*** Opening of Records for the task ***

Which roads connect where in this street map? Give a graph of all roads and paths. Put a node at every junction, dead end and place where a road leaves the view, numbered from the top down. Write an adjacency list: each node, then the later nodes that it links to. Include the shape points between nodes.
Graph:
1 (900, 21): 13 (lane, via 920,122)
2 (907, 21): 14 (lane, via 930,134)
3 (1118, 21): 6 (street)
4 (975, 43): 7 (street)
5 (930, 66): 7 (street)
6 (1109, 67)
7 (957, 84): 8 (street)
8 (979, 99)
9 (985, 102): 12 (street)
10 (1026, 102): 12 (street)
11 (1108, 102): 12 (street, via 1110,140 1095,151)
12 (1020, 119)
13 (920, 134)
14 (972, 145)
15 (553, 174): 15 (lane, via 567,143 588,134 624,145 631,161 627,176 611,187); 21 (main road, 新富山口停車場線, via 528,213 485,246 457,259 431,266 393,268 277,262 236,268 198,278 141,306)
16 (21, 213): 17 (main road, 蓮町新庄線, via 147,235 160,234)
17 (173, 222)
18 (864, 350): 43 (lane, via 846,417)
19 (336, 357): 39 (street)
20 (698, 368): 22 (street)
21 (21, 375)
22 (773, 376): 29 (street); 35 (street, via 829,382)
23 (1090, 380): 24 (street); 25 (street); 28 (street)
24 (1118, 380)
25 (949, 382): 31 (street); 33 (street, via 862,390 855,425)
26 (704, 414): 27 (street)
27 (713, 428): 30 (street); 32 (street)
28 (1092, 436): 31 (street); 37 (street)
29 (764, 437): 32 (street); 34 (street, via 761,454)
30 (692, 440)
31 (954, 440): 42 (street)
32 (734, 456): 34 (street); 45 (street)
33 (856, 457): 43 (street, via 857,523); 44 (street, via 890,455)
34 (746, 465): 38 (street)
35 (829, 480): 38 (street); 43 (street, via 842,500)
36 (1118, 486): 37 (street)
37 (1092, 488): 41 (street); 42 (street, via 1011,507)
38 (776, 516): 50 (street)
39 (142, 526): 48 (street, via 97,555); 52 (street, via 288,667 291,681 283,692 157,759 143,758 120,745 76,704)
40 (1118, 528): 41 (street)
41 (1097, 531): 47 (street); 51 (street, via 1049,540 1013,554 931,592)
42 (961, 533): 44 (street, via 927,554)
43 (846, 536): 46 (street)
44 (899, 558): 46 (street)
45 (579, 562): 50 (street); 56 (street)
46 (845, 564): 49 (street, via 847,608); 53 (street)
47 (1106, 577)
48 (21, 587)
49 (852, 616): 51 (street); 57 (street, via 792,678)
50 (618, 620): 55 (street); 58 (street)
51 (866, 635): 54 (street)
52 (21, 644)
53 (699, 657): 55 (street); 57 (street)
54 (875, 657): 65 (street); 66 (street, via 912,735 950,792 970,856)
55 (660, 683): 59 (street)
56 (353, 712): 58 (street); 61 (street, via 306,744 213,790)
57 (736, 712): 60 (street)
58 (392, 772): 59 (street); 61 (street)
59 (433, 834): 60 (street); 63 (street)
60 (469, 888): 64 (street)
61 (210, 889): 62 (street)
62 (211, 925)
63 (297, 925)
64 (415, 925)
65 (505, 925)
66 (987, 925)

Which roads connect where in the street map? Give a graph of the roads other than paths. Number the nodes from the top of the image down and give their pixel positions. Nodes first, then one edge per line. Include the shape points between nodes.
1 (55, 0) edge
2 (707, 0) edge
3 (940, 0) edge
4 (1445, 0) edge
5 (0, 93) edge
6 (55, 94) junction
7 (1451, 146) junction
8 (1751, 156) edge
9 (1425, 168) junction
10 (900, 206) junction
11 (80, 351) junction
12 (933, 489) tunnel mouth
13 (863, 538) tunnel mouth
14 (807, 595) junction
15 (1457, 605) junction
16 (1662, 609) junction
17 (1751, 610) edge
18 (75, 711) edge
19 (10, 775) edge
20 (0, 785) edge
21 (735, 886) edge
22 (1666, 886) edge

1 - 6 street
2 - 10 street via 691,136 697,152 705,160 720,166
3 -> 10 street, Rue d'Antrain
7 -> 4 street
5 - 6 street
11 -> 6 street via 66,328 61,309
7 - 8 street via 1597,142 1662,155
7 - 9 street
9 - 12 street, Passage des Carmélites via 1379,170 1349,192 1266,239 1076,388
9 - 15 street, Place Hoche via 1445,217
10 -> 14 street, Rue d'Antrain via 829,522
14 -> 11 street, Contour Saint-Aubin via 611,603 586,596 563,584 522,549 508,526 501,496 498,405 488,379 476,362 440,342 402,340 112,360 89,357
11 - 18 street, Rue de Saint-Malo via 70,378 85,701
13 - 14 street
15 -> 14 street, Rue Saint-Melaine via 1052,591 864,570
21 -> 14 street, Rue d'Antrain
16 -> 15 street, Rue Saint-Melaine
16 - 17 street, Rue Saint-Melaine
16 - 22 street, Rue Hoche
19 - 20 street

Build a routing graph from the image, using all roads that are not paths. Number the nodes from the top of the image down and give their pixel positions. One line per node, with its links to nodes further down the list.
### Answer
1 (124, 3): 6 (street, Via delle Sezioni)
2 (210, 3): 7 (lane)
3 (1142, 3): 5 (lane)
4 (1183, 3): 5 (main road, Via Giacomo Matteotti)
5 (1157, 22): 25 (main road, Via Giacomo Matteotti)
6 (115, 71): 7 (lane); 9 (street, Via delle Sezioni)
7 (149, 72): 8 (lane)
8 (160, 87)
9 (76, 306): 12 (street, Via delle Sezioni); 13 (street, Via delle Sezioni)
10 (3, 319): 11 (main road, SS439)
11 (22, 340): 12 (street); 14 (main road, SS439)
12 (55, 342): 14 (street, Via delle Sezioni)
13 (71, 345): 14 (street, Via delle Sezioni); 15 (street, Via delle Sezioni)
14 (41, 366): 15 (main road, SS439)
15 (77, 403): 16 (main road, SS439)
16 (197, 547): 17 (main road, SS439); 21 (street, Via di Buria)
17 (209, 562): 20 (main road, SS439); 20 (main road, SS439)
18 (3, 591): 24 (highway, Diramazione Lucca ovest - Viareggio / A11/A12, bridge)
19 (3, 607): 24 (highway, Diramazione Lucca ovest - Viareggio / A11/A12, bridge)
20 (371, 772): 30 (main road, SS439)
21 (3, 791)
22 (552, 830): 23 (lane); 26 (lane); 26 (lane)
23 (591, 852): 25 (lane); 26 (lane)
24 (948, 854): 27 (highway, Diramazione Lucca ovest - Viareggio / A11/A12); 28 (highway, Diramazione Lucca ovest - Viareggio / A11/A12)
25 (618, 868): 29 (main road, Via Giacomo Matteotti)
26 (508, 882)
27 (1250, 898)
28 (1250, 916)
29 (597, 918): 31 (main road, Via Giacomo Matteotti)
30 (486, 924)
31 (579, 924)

*** Close of Records for the task ***

• How to complete this task: What is needed is an exact, complete copy of the entries above.

• Task solution:
Which roads connect where in this street map? Give a graph of all roads and paths. Put a node at every junction, dead end and place where a road leaves the view, numbered from the top down. Write an adjacency list: each node, then the later nodes that it links to. Include the shape points between nodes.
Graph:
1 (900, 21): 13 (lane, via 920,122)
2 (907, 21): 14 (lane, via 930,134)
3 (1118, 21): 6 (street)
4 (975, 43): 7 (street)
5 (930, 66): 7 (street)
6 (1109, 67)
7 (957, 84): 8 (street)
8 (979, 99)
9 (985, 102): 12 (street)
10 (1026, 102): 12 (street)
11 (1108, 102): 12 (street, via 1110,140 1095,151)
12 (1020, 119)
13 (920, 134)
14 (972, 145)
15 (553, 174): 15 (lane, via 567,143 588,134 624,145 631,161 627,176 611,187); 21 (main road, 新富山口停車場線, via 528,213 485,246 457,259 431,266 393,268 277,262 236,268 198,278 141,306)
16 (21, 213): 17 (main road, 蓮町新庄線, via 147,235 160,234)
17 (173, 222)
18 (864, 350): 43 (lane, via 846,417)
19 (336, 357): 39 (street)
20 (698, 368): 22 (street)
21 (21, 375)
22 (773, 376): 29 (street); 35 (street, via 829,382)
23 (1090, 380): 24 (street); 25 (street); 28 (street)
24 (1118, 380)
25 (949, 382): 31 (street); 33 (street, via 862,390 855,425)
26 (704, 414): 27 (street)
27 (713, 428): 30 (street); 32 (street)
28 (1092, 436): 31 (street); 37 (street)
29 (764, 437): 32 (street); 34 (street, via 761,454)
30 (692, 440)
31 (954, 440): 42 (street)
32 (734, 456): 34 (street); 45 (street)
33 (856, 457): 43 (street, via 857,523); 44 (street, via 890,455)
34 (746, 465): 38 (street)
35 (829, 480): 38 (street); 43 (street, via 842,500)
36 (1118, 486): 37 (street)
37 (1092, 488): 41 (street); 42 (street, via 1011,507)
38 (776, 516): 50 (street)
39 (142, 526): 48 (street, via 97,555); 52 (street, via 288,667 291,681 283,692 157,759 143,758 120,745 76,704)
40 (1118, 528): 41 (street)
41 (1097, 531): 47 (street); 51 (street, via 1049,540 1013,554 931,592)
42 (961, 533): 44 (street, via 927,554)
43 (846, 536): 46 (street)
44 (899, 558): 46 (street)
45 (579, 562): 50 (street); 56 (street)
46 (845, 564): 49 (street, via 847,608); 53 (street)
47 (1106, 577)
48 (21, 587)
49 (852, 616): 51 (street); 57 (street, via 792,678)
50 (618, 620): 55 (street); 58 (street)
51 (866, 635): 54 (street)
52 (21, 644)
53 (699, 657): 55 (street); 57 (street)
54 (875, 657): 65 (street); 66 (street, via 912,735 950,792 970,856)
55 (660, 683): 59 (street)
56 (353, 712): 58 (street); 61 (street, via 306,744 213,790)
57 (736, 712): 60 (street)
58 (392, 772): 59 (street); 61 (street)
59 (433, 834): 60 (street); 63 (street)
60 (469, 888): 64 (street)
61 (210, 889): 62 (street)
62 (211, 925)
63 (297, 925)
64 (415, 925)
65 (505, 925)
66 (987, 925)

Which roads connect where in the street map? Give a graph of the roads other than paths. Number the nodes from the top of the image down and give their pixel positions. Nodes first, then one edge per line. Include the shape points between nodes.
1 (55, 0) edge
2 (707, 0) edge
3 (940, 0) edge
4 (1445, 0) edge
5 (0, 93) edge
6 (55, 94) junction
7 (1451, 146) junction
8 (1751, 156) edge
9 (1425, 168) junction
10 (900, 206) junction
11 (80, 351) junction
12 (933, 489) tunnel mouth
13 (863, 538) tunnel mouth
14 (807, 595) junction
15 (1457, 605) junction
16 (1662, 609) junction
17 (1751, 610) edge
18 (75, 711) edge
19 (10, 775) edge
20 (0, 785) edge
21 (735, 886) edge
22 (1666, 886) edge

1 - 6 street
2 - 10 street via 691,136 697,152 705,160 720,166
3 -> 10 street, Rue d'Antrain
7 -> 4 street
5 - 6 street
11 -> 6 street via 66,328 61,309
7 - 8 street via 1597,142 1662,155
7 - 9 street
9 - 12 street, Passage des Carmélites via 1379,170 1349,192 1266,239 1076,388
9 - 15 street, Place Hoche via 1445,217
10 -> 14 street, Rue d'Antrain via 829,522
14 -> 11 street, Contour Saint-Aubin via 611,603 586,596 563,584 522,549 508,526 501,496 498,405 488,379 476,362 440,342 402,340 112,360 89,357
11 - 18 street, Rue de Saint-Malo via 70,378 85,701
13 - 14 street
15 -> 14 street, Rue Saint-Melaine via 1052,591 864,570
21 -> 14 street, Rue d'Antrain
16 -> 15 street, Rue Saint-Melaine
16 - 17 street, Rue Saint-Melaine
16 - 22 street, Rue Hoche
19 - 20 street

Build a routing graph from the image, using all roads that are not paths. Number the nodes from the top of the image down and give their pixel positions. One line per node, with its links to nodes further down the list.
### Answer
1 (124, 3): 6 (street, Via delle Sezioni)
2 (210, 3): 7 (lane)
3 (1142, 3): 5 (lane)
4 (1183, 3): 5 (main road, Via Giacomo Matteotti)
5 (1157, 22): 25 (main road, Via Giacomo Matteotti)
6 (115, 71): 7 (lane); 9 (street, Via delle Sezioni)
7 (149, 72): 8 (lane)
8 (160, 87)
9 (76, 306): 12 (street, Via delle Sezioni); 13 (street, Via delle Sezioni)
10 (3, 319): 11 (main road, SS439)
11 (22, 340): 12 (street); 14 (main road, SS439)
12 (55, 342): 14 (street, Via delle Sezioni)
13 (71, 345): 14 (street, Via delle Sezioni); 15 (street, Via delle Sezioni)
14 (41, 366): 15 (main road, SS439)
15 (77, 403): 16 (main road, SS439)
16 (197, 547): 17 (main road, SS439); 21 (street, Via di Buria)
17 (209, 562): 20 (main road, SS439); 20 (main road, SS439)
18 (3, 591): 24 (highway, Diramazione Lucca ovest - Viareggio / A11/A12, bridge)
19 (3, 607): 24 (highway, Diramazione Lucca ovest - Viareggio / A11/A12, bridge)
20 (371, 772): 30 (main road, SS439)
21 (3, 791)
22 (552, 830): 23 (lane); 26 (lane); 26 (lane)
23 (591, 852): 25 (lane); 26 (lane)
24 (948, 854): 27 (highway, Diramazione Lucca ovest - Viareggio / A11/A12); 28 (highway, Diramazione Lucca ovest - Viareggio / A11/A12)
25 (618, 868): 29 (main road, Via Giacomo Matteotti)
26 (508, 882)
27 (1250, 898)
28 (1250, 916)
29 (597, 918): 31 (main road, Via Giacomo Matteotti)
30 (486, 924)
31 (579, 924)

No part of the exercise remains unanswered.